#### [PROBLEM REQUIREMENTS]
Within the listing below, filter for "path" and copy every matching line.

#### [SUPPLIED ENTRIES]
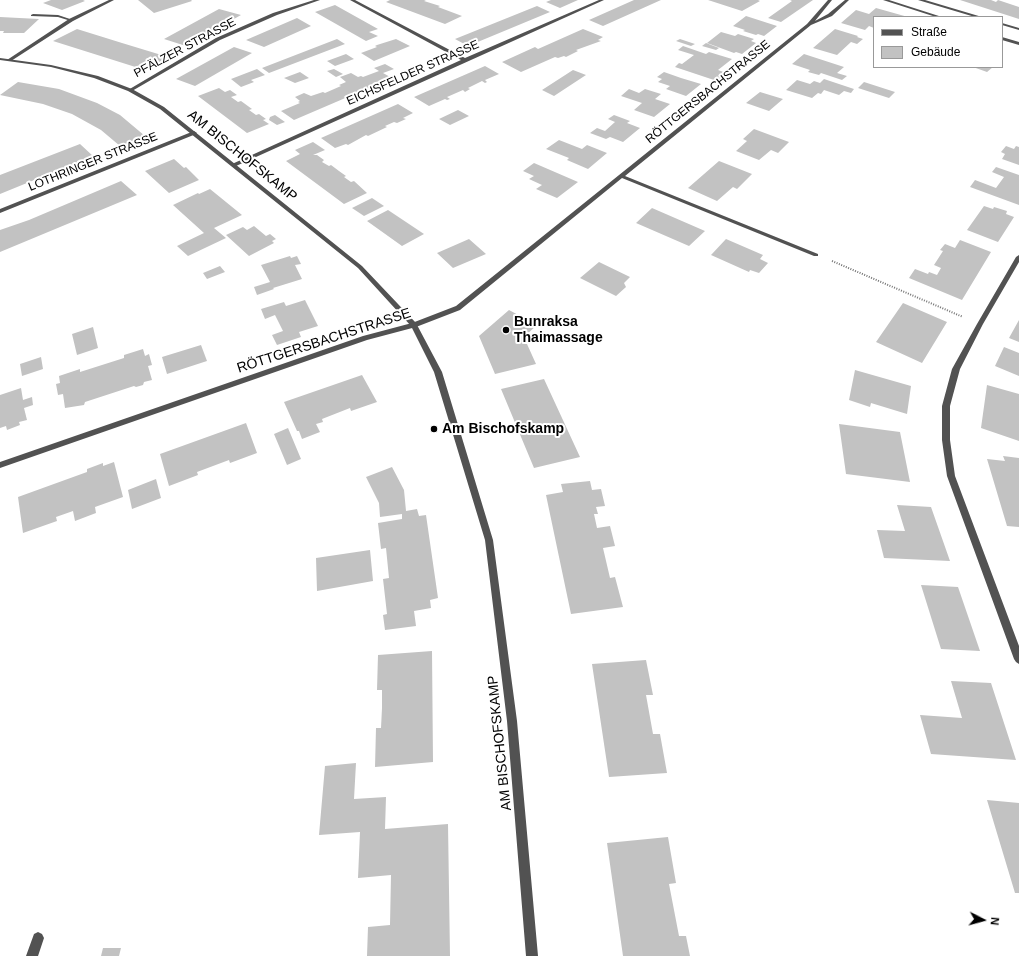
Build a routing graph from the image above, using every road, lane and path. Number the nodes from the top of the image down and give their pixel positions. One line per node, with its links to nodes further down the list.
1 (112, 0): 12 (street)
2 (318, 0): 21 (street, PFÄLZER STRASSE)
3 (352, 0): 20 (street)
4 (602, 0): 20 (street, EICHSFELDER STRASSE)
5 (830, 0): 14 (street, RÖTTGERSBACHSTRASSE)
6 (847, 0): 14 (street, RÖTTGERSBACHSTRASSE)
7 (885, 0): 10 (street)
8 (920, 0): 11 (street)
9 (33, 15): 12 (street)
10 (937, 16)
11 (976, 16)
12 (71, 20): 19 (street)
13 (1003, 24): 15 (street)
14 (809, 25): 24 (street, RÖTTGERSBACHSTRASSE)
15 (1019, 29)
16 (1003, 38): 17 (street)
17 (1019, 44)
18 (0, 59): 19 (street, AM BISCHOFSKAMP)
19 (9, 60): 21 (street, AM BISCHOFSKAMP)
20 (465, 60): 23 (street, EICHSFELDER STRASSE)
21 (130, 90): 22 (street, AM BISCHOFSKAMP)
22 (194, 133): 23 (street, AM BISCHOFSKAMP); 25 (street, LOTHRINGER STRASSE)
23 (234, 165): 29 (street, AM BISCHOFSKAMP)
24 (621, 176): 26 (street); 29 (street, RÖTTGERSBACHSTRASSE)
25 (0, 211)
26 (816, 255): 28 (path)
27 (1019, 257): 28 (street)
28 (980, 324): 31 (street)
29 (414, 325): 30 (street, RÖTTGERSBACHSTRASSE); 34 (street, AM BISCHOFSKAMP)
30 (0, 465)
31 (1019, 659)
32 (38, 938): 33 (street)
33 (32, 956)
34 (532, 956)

#### [RESPONSE TO THE TASK]
Build a routing graph from the image above, using every road, lane and path. Number the nodes from the top of the image down and give their pixel positions. One line per node, with its links to nodes further down the list.
26 (816, 255): 28 (path)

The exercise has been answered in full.